Local shares rose over the past five sessions in spite of a stronger dollar putting pressure on exporters while Australia's largest trading partner China struggles to reform its credit market and re-balance its economy without putting the brakes on growth.

Investor focus has drifted away from the threat to energy and financial market stability caused by ongoing political tensions in Europe following Russia's annexation of Crimea and its subsequent expulsion from the G8.

The benchmark S&P/ASX 200 Index rose 28.8 points, or 0.5 per cent, over the past week to 5366.9, while the broader All Ordinaries Index added 0.4 per cent to 4376.8. On Friday the S&P/ASX 200 Index added 16.8 points, or 0.3 per cent, while the All Ordinaries Index gained 17 points, or 0.3 per cent led by the big four banks.

Gains in the biggest banks and resource stocks combined to lift the bourse over the past five sessions.
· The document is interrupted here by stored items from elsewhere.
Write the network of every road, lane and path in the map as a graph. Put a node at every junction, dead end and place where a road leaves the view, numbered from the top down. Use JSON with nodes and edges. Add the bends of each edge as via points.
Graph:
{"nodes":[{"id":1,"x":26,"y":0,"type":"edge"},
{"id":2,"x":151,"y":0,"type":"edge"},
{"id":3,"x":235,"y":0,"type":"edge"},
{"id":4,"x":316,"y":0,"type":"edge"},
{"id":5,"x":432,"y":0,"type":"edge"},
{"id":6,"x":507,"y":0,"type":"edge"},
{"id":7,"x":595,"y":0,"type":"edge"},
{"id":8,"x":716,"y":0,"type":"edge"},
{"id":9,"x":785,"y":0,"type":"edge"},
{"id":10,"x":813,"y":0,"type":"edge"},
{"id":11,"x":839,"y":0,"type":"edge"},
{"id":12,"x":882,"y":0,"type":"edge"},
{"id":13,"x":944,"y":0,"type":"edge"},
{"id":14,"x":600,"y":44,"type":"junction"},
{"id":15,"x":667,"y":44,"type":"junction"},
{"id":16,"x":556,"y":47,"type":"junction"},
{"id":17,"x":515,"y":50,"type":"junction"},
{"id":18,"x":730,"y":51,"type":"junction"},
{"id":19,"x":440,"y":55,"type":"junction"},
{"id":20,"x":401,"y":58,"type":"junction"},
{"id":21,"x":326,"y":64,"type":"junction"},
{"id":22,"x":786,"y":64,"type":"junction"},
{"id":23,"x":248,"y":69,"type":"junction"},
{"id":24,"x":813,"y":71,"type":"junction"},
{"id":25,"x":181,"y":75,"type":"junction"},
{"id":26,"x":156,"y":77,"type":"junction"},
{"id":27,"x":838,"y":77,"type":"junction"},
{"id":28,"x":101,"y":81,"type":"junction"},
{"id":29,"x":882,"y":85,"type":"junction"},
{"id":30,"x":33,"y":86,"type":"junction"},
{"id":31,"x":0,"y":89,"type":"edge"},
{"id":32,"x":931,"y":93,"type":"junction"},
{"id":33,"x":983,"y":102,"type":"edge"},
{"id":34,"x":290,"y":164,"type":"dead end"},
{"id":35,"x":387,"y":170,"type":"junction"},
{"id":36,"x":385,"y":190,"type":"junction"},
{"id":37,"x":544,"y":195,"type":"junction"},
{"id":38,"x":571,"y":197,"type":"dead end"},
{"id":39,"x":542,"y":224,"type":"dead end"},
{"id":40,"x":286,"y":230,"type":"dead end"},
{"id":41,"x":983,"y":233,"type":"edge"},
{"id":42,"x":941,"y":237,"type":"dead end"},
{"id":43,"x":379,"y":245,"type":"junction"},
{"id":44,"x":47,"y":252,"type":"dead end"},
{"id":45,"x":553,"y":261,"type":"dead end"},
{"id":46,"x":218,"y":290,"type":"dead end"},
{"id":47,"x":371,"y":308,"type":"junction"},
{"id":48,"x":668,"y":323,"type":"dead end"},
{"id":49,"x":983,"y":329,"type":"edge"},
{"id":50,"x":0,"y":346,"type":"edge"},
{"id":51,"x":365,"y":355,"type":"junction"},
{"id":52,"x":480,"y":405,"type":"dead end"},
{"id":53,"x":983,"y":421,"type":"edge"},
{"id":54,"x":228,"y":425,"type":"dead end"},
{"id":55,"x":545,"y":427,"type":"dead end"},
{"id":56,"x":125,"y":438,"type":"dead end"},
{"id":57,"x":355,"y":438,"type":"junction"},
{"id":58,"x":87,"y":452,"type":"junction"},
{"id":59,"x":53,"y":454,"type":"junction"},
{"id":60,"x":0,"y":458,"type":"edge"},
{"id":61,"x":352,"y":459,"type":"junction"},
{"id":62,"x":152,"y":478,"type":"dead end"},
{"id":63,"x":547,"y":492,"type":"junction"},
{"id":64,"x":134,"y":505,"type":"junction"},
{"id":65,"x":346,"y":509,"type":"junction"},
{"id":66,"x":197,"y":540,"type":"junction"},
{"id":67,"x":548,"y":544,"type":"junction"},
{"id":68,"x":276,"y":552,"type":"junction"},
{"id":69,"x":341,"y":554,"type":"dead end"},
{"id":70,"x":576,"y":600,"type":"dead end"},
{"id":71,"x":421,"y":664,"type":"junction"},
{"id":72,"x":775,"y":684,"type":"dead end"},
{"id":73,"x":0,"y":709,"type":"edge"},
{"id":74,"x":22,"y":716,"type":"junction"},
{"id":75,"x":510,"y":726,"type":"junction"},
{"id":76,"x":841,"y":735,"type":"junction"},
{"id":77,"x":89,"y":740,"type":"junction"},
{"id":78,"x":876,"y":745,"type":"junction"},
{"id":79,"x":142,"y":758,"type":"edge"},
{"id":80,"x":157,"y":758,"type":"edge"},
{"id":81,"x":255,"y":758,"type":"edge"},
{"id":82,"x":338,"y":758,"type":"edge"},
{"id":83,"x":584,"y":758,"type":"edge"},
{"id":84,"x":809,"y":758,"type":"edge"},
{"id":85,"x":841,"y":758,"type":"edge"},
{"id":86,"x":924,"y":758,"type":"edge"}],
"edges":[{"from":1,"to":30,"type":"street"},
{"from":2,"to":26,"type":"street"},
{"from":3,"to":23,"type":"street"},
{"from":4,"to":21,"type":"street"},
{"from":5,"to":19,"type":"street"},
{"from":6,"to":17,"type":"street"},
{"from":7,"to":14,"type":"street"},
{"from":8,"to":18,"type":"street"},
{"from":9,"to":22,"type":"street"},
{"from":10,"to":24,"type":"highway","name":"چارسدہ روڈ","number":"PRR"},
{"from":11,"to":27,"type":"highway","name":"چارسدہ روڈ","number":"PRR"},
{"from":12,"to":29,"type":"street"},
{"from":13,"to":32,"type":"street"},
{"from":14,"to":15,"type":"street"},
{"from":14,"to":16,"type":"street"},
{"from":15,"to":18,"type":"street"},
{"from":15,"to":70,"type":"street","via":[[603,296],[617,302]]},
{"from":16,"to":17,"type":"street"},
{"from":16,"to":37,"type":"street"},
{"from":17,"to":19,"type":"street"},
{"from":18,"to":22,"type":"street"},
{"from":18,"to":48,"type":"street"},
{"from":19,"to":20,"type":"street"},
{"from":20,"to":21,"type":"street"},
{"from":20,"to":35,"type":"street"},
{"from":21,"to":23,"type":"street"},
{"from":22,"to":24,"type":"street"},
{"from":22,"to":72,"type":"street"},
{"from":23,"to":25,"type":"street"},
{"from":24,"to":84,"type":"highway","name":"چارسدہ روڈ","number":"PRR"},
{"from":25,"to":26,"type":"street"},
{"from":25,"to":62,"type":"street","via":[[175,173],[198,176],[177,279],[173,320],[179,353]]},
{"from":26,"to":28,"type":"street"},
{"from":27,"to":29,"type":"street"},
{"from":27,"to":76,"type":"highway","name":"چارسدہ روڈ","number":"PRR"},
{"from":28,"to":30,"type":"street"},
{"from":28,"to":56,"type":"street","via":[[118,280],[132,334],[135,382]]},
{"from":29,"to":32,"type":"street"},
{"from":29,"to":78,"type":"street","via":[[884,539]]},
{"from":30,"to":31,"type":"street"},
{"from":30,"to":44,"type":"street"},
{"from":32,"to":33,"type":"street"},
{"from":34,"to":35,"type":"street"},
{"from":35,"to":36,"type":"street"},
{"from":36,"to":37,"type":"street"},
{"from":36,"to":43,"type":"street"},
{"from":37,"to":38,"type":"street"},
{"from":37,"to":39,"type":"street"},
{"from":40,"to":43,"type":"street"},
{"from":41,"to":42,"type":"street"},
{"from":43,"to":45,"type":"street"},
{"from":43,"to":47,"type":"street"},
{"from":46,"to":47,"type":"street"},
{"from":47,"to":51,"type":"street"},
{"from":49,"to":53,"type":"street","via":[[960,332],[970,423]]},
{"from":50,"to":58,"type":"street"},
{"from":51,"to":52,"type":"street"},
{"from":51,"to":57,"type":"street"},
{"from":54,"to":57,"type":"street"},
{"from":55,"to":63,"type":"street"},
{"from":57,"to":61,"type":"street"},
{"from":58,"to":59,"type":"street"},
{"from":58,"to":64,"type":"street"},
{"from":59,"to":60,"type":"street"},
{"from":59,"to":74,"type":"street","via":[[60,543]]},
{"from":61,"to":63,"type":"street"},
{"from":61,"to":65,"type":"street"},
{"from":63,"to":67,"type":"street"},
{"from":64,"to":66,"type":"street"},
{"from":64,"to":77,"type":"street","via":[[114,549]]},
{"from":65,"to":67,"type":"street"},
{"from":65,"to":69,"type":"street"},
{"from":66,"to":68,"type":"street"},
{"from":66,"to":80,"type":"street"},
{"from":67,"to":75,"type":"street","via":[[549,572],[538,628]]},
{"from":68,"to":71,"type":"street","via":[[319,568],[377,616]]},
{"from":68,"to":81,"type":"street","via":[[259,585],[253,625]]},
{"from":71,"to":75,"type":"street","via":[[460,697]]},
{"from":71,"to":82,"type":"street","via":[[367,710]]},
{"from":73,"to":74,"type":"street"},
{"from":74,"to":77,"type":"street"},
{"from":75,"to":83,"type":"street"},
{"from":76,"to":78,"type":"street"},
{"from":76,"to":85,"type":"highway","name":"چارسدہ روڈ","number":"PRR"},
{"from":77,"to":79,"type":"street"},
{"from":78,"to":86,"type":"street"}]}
Westpac Banking Corporation lifted 2.4 per cent to $34.43. Commonwealth Bank of Australia and National Australia Bank each rose 1.9 per cent to $77.14 and $35.32 respectively. ANZ Banking Group added 1.8 per cent to $32.82.

Investment Bank Macquarie Group added 5.1 per cent to $57.65 after flagging on Monday that profit for the year ended March 31 could beat previous guidance by 45 per cent.

Resources giant BHP Billiton rose 1.6 per cent to $36.14. Main rival Rio Tinto added 3 per cent to $63.24 despite dipping on Thursday as it was revealed the $US 6 billion Oyu Tolgoi gold and copper project in Mongolia is likely to be delayed for another four months.

"The biggest ASX-listed resource producers are offering better value than they were a month ago due to the concern among international investors about Chinese demand strength," Tyndall Asset Management portfolio manager Brad Potter said. "But bulk commodity prices are trading below consensus and if they stay around current levels much longer analysts will likely start downgrading the big resource stocks."

Iron ore miner Fortescue Metals Group rose 7.1 per cent to $5.34 as the spot price for iron ore, landed in China, gained $US1.60 per tonne to $US112.30 a tonne.

In telecommunications, Telstra Corporation added 3 cents to $5.03, while TPG Telecom soared 20.5 per cent to a record high $6.69. The discount mobile and internet provider beat analyst expectations on Tuesday when it reported a 15 per cent rise in first-half net profit and upgraded full-year earnings guidance, fuelling speculation it could have rival iiNet in sight as a takeover target.

Premier Investments was the best-performing stock in the ASX 200, climbing 20.7 per cent to $9.61, after the retail group, which owns brands Peter Alexander and Smiggle, beat expectations to report a 12.1 per cent rise in first-half net profit after sales rose 5.3 per cent and chairman Solomon Lew said the group could consider a major acquisition.

Information technology was the worst-performing sector, down 2.5 per cent, amid fears a sell-off in US technology stocks is spreading to Asia.

Gold stocks were weak as the precious metal's spot price fell to $US1294.22 at Friday's local close compared to $US1332.62 at the previous week's close, while the dollar appreciated to US92.72¢ at the local close compared to US90.66¢ at the previous week's close.

Australia's biggest gold producer, Newcrest Mining, fell 7.1 per cent to $9.80. Junior goldminer Medusa Mining was the worst-performing stock in the ASX 200, shedding 11.6 per cent at $1.99.

According to Citibank research, US92¢ is an important tipping point above which Australian exporters find it difficult to remain competitive. Vaccine and drug exporter CSL was the biggest weight on the bourse, losing 1.8 per cent to $69.85.